For me, it was a magical sensation, standing on the deck of this lovely old boat, making our way out of Arutanga harbour and heading for the main lagoon. Terei was an expert pilot, and he guided Captain Withers through the channels with consummate ease. It wasn’t long before the Captain wordlessly handed Terei the wheel, and joined us sitting on the hatch, and I thought what a great vote of confidence this was. To my surprise, ‘South Wind’ didn’t seem to be such a tight fit through the coral as I had thought she would be. I always seem to take a pessimistic viewpoint in such matters – perhaps it is the
cautious legal mind at work.
As we threaded our way past the huge coral heads, I had fantasies of standing with Grandfather William on the “Queen of Sheba,” and on this most happy of days, I’m sure the old man was with us in spirit and even though I had never met him, I could feel his presence. Maybe his hand guided Terei’s at the wheel, who after all was as much his grandson as I; as I had seen, the very same blood ran through our veins.
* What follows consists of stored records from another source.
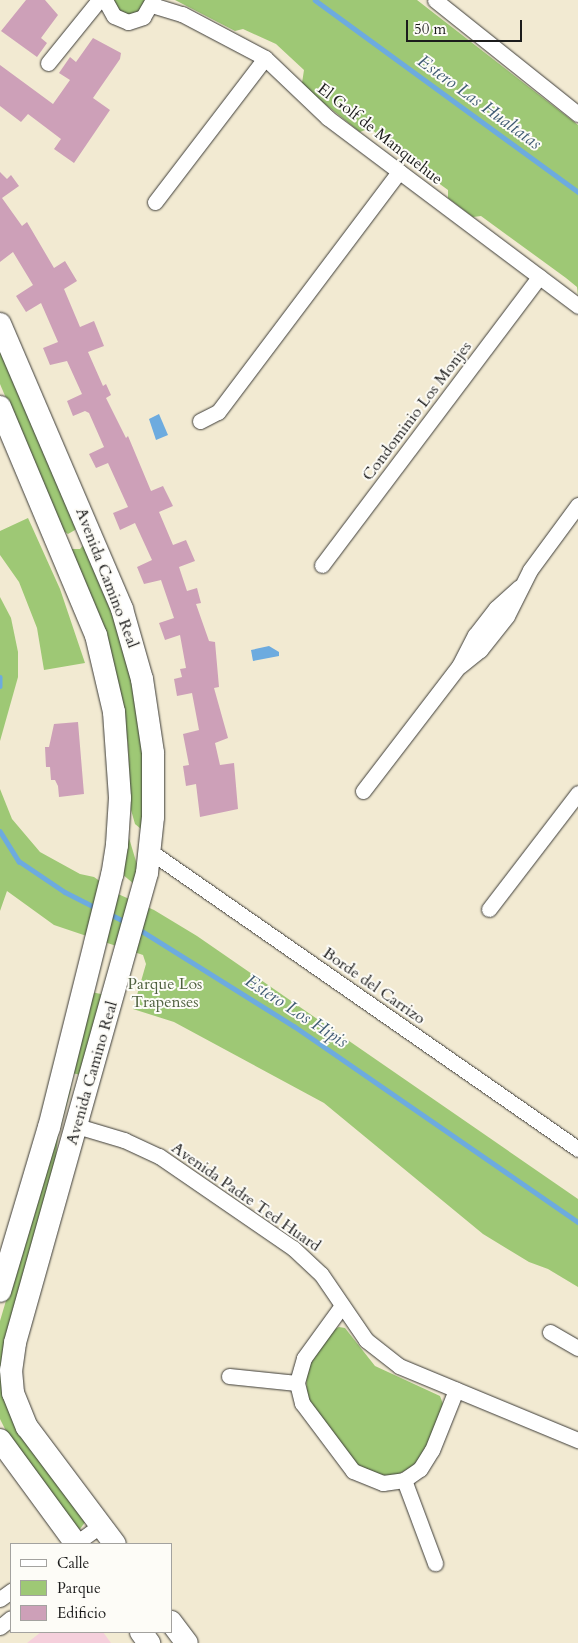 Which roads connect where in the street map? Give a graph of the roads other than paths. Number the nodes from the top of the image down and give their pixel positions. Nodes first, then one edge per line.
1 (99, 0) edge
2 (105, 0) edge
3 (435, 0) edge
4 (153, 2) edge
5 (265, 58) junction
6 (48, 63) dead end
7 (578, 114) edge
8 (399, 172) junction
9 (155, 202) dead end
10 (539, 277) junction
11 (578, 306) edge
12 (0, 324) edge
13 (0, 407) edge
14 (200, 421) dead end
15 (578, 505) edge
16 (88, 527) junction
17 (57, 539) junction
18 (322, 565) dead end
19 (363, 791) dead end
20 (578, 793) edge
21 (120, 798) junction
22 (150, 852) junction
23 (489, 909) dead end
24 (62, 1078) junction
25 (84, 1102) junction
26 (77, 1126) junction
27 (578, 1149) edge
28 (0, 1291) edge
29 (341, 1307) junction
30 (550, 1332) dead end
31 (578, 1348) edge
32 (229, 1376) dead end
33 (297, 1383) junction
34 (456, 1390) junction
35 (0, 1440) edge
36 (578, 1440) edge
37 (404, 1480) junction
38 (110, 1539) edge
39 (74, 1543) edge
40 (82, 1543) edge
41 (435, 1563) dead end
42 (10, 1619) edge
43 (172, 1623) edge
44 (0, 1627) edge
45 (187, 1643) edge

1 - 6 street
2 - 4 street
3 - 7 street
4 - 5 street, El Golf de Manquehue
5 - 8 street, El Golf de Manquehue
5 - 9 street
8 - 10 street, El Golf de Manquehue
8 - 14 street
10 - 11 street, El Golf de Manquehue
10 - 18 street, Condominio Los Monjes
12 - 16 main road, Avenida Camino Real
13 - 17 main road, Avenida Camino Real
15 - 19 street
16 - 17 main road
16 - 22 main road, Avenida Camino Real
17 - 21 main road, Avenida Camino Real
20 - 23 street
21 - 22 main road
21 - 24 main road, Avenida Camino Real
22 - 25 main road, Avenida Camino Real
22 - 27 street, Borde del Carrizo
24 - 25 main road
24 - 28 main road, Avenida Camino Real
25 - 26 main road, Avenida Camino Real
26 - 29 street, Avenida Padre Ted Huard
26 - 38 main road, Avenida Camino Real
29 - 33 street
29 - 34 street, Avenida Padre Ted Huard
30 - 31 street
32 - 33 street
33 - 37 street
34 - 36 street, Avenida Padre Ted Huard
34 - 37 street
35 - 39 main road
37 - 41 street
38 - 40 street
42 - 44 street
43 - 45 main road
Once we were through the labyrinth of coral that stretched like a long reef from the mainland, we were in much clearer waters, and Terei put on a bit more speed, heading straight out into the vast blue and green watery wilderness. We motored on for perhaps thirty minutes before he slowed the ship and turned to me.
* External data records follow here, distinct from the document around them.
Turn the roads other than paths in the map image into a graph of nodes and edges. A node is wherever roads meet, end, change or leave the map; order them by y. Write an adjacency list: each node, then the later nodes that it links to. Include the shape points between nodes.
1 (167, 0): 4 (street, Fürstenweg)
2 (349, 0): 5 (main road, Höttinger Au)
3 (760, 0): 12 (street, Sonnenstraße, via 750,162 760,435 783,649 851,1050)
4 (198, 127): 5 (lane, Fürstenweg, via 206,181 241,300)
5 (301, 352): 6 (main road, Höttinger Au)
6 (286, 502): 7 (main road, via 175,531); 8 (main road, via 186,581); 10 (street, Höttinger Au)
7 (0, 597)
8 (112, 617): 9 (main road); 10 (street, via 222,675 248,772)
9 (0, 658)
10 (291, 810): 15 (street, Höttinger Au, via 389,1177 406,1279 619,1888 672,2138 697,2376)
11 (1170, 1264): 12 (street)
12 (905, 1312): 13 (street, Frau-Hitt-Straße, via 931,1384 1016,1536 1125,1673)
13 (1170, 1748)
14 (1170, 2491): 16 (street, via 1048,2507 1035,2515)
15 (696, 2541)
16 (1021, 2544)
“What do you think Davey, is this the right place?” Terei called.
He’d positioned the ‘South Wind’ right in the middle of the lagoon, halfway between the main island and the motus. I looked at Miss China and she smiled and nodded, so I gave Terei the thumbs up, and he idled the engine, whilst Captain Withers and Jack dropped the anchor with a clattering roar. With the anchor safely down and holding in the sandy bottom, Terei stopped the engine.
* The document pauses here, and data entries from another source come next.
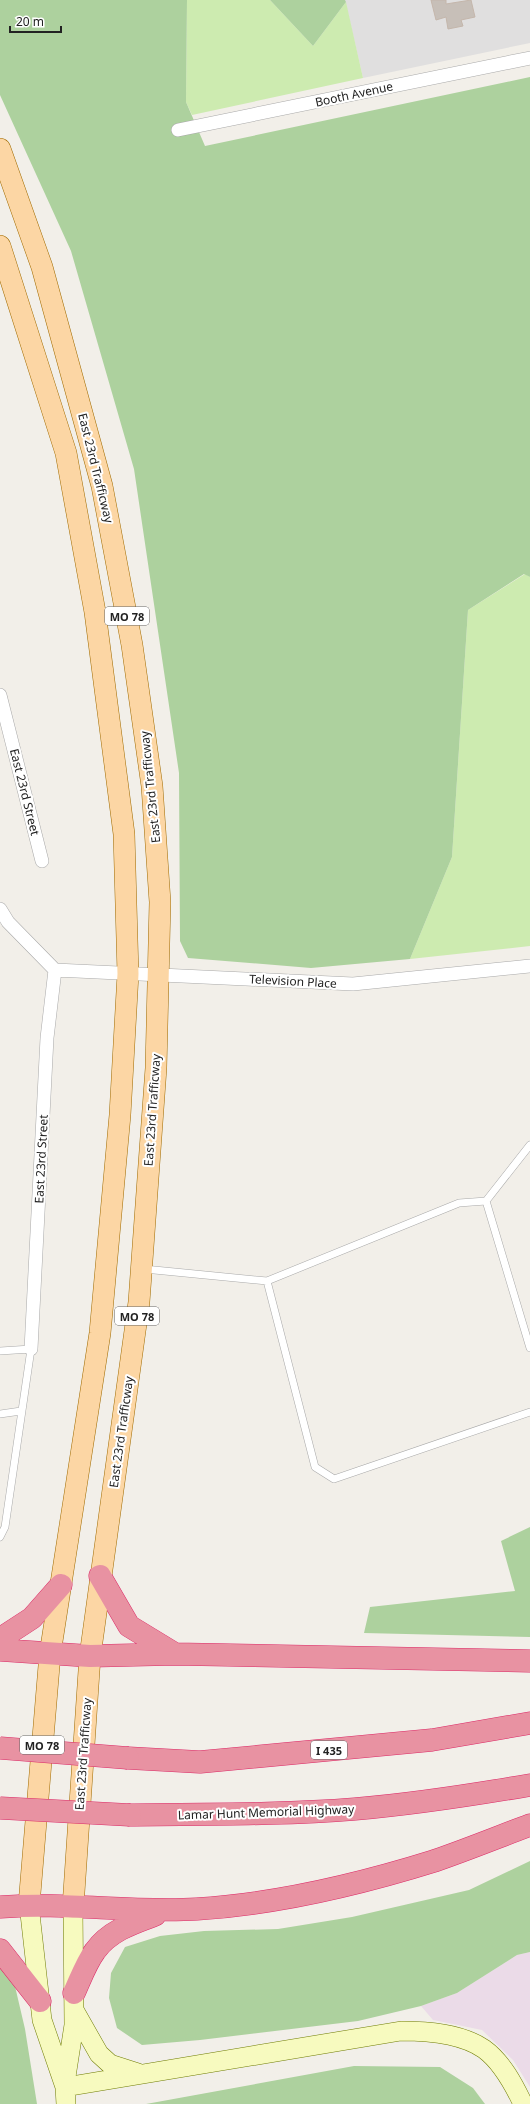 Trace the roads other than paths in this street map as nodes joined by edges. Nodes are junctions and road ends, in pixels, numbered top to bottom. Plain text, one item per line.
1 (530, 58) edge
2 (178, 130) dead end
3 (0, 149) edge
4 (0, 246) edge
5 (0, 695) edge
6 (4, 725) edge
7 (42, 861) dead end
8 (0, 909) edge
9 (530, 966) edge
10 (55, 970) junction
11 (128, 974) junction
12 (159, 974) junction
13 (530, 1145) edge
14 (486, 1200) junction
15 (142, 1269) junction
16 (267, 1281) junction
17 (530, 1348) edge
18 (31, 1349) junction
19 (0, 1351) edge
20 (21, 1411) junction
21 (530, 1412) edge
22 (0, 1414) edge
23 (0, 1537) edge
24 (100, 1576) junction
25 (61, 1585) junction
26 (0, 1639) edge
27 (0, 1650) edge
28 (50, 1654) junction
29 (174, 1654) junction
30 (90, 1656) junction
31 (530, 1661) edge
32 (530, 1723) edge
33 (0, 1748) edge
34 (530, 1785) edge
35 (0, 1808) edge
36 (530, 1825) edge
37 (29, 1905) junction
38 (0, 1907) edge
39 (73, 1907) junction
40 (171, 1910) junction
41 (0, 1950) edge
42 (40, 2001) junction
43 (74, 2001) junction
44 (141, 2074) junction
45 (66, 2095) edge
46 (523, 2104) edge

1 - 2 street, Booth Avenue
3 - 12 main road, East 23rd Trafficway / MO 78
4 - 11 main road, East 23rd Trafficway / MO 78
5 - 6 street, East 23rd Street
6 - 7 street, East 23rd Street
8 - 10 street
9 - 12 street, Television Place
10 - 11 street, Television Place
10 - 18 street, East 23rd Street
11 - 12 street, Television Place
11 - 25 main road, East 23rd Trafficway / MO 78
12 - 15 main road, East 23rd Trafficway / MO 78
13 - 14 lane
14 - 16 lane
14 - 17 lane
15 - 16 lane
15 - 24 main road, East 23rd Trafficway / MO 78
16 - 21 lane
18 - 19 lane
18 - 20 lane
20 - 22 lane
20 - 23 lane
24 - 29 highway
24 - 30 main road, East 23rd Trafficway / MO 78
25 - 26 highway
25 - 28 main road, East 23rd Trafficway / MO 78
27 - 28 highway
28 - 30 highway
28 - 37 main road, East 23rd Trafficway / MO 78
29 - 30 highway
29 - 31 highway
30 - 39 main road, East 23rd Trafficway / MO 78
32 - 33 highway, I 435, bridge
34 - 35 highway, Lamar Hunt Memorial Highway, bridge
36 - 40 highway
37 - 38 highway
37 - 39 highway
37 - 42 main road, East 23rd Trafficway / MO 78
39 - 40 highway
39 - 43 main road, East 23rd Trafficway / MO 78
40 - 43 highway
41 - 42 highway
42 - 45 main road, East 23rd Trafficway / MO 78
43 - 44 main road
43 - 45 main road, East 23rd Trafficway / MO 78
44 - 45 main road
44 - 46 main road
No one spoke, or made a noise – the silence was profound, with only the wind singing in the sheets, and the flap, flap of one corner of the tarpaulin. Throughout the trip, I’d taken photographs to ensure we had a record of this most happy of days, and I now took several more. Looking at them you can almost see the silence, if you can understand what I mean. The photographs capture the fragile blue of the sky and the high wispy white, trailing clouds, matching the delicate multiplicity of blues and greens of the watery world that surrounded us. In some of the photographs, you can see the main island, pale blue and grey with distance, a wedge of land between lagoon and sky. Other photographs capture the little reef islets - the motus - stretching like gems along the white feathering strand of the reef. In all of them, the strong brown wooden mast, boom and hull of ‘South Wind’ feature, as much a part of this wild place as the sea and sky.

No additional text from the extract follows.